When interest-bearing commercial and agrarian debt came to be incorporated into civilization’s economic structure in the third millennium BC, it was accompanied by clean slates that liberated bondservants and restored to debtors the rights to the crops and land that creditors had taken. By the second millennium BC in Babylonia these royal “restorations of order” became customary proclamations rescuing debtors whose family members had been reduced to bondage or who had lost their land to foreclosing creditors.

Anthropologists have looked at surviving tribal enclaves for ideas of how the Bronze Age takeoff may have been managed. But no tribal communities in today’s world possess the outward-reaching dynamics of Mesopotamia during its commercial takeoff, which occurred in many ways that are alien to modern ways of thinking. The documentation describes an approach operating on different principles from those that most modern observers assume to have been primordial and universal.

The Character of Bronze Age Debt That Made Royal Clean Slates Necessary

The dynamics of interest-bearing debt are different from those of tribal gift exchange and related reciprocity obligations. Monetary credit arrangements bear a specific interest rate, and the date of payment is specified in advance rather than left open-ended. That requires debts to be recorded in writing and formally witnessed. Creditors may take foreclosure measures for non-payment, leading to the debtor’s bondage or the loss of land rights.

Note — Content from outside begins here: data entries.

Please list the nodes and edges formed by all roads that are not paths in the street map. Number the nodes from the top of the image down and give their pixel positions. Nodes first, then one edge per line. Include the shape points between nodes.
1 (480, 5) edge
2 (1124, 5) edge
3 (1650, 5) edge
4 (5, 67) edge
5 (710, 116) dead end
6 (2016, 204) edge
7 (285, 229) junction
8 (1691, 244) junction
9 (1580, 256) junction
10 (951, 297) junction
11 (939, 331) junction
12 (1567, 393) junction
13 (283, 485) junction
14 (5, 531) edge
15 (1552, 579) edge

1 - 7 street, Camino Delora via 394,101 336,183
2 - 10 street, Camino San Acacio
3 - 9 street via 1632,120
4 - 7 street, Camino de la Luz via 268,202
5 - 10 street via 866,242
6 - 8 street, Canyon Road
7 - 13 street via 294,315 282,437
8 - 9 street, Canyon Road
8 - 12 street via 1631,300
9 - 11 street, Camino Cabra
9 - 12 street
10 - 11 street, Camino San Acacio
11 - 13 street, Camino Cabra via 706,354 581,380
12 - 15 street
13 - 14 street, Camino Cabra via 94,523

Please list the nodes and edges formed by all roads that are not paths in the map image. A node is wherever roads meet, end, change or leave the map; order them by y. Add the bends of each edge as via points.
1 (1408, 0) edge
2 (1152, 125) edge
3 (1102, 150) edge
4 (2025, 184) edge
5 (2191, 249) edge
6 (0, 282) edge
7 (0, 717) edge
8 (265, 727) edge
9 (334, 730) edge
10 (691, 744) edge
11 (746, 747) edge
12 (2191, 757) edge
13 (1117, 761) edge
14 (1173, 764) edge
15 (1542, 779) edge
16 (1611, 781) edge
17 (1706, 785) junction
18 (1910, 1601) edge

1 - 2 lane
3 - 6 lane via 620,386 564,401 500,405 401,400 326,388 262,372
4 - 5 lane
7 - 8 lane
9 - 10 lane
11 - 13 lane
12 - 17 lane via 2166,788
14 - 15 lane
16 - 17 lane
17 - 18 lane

Civilization’s earliest written records, from Sumer in the third millennium BC, provide the best evidence for civilization’s monetized debt relations “in the beginning.” Two categories of debt existed, each associated with its own designated monetary commodity. Business obligations owed by traders and entrepreneurial managers were denominated in silver, above all those associated with foreign trade. The agrarian economy operated on credit denominated in barley units, assigned a value equal to the silver shekel in order to strike a common measure.

Money Loans and Long-Distance Trade

Rules for money loans described in scribal training exercises are found almost exclusively in the commercial sphere, especially in connection with long-distance trade. These loans were denominated in silver at the equivalent of a 20 percent annual rate of interest, doubling the principal in five years. Under normal conditions merchants were able to pay this rate to their creditors and keep a profit for themselves. Lenders shared in the mercantile risk, taking what in effect was an equity position. If caravans were robbed or ships and their cargoes lost at sea through no fault of the merchant, the debt was voided. There is no indication that payment of such mercantile debts led to problems requiring royal intervention.

Interest-bearing debt had initially arisen in the commercial sphere, taking the form of advances of assets by the large public institutions to entrepreneurial recipients, enabling them to make an economic gain in commerce and land management. But throughout all antiquity the most problematic debts disrupting the economy’s fiscal and social balance were in the agrarian sphere. The original objective of charging interest to sharecroppers and other cultivators, however, can hardly have been to reduce them to bondage or to expropriate them from their self-support land. Their labor was needed for the agrarian economy to function.

Agrarian Debt and Land-Rental Agreements

Rural usury and the consequent widespread forfeiture of lands seem to have derived from advances of land, animals, and tools to sharecroppers (or their manager intermediaries) by temples and palaces. Sharecropping land and agricultural inputs were advanced for a rent of one-third of the (optimistically) estimated normal crop yield 1. Interest was charged on arrears of this rent and other agrarian obligations not settled at harvest-time. The interest rate charged on these carry-over debts was the same as the sharecropping rental rate: one-third. Even arrears for unpaid debts for food or credit for other needs, such as priestly social services, were charged interest at the rate of one-third of the sum owed, simply mirroring the sharecropping rental return for creditors.

Arrears on agrarian obligations must have been infrequent, given the ever-present risk of crop failure preventing anticipated crops payments from being paid. Researchers Alfonso Archi and Piotr Steinkeller show that agrarian interest rates denominated in barley are attested by the middle of the third millennium BC. Officials, collectors for the palaces and temples, and merchants often acted in their own private capacity to make interest-bearing loans to cultivators in arrears for arrears of fees owed to the large institutions.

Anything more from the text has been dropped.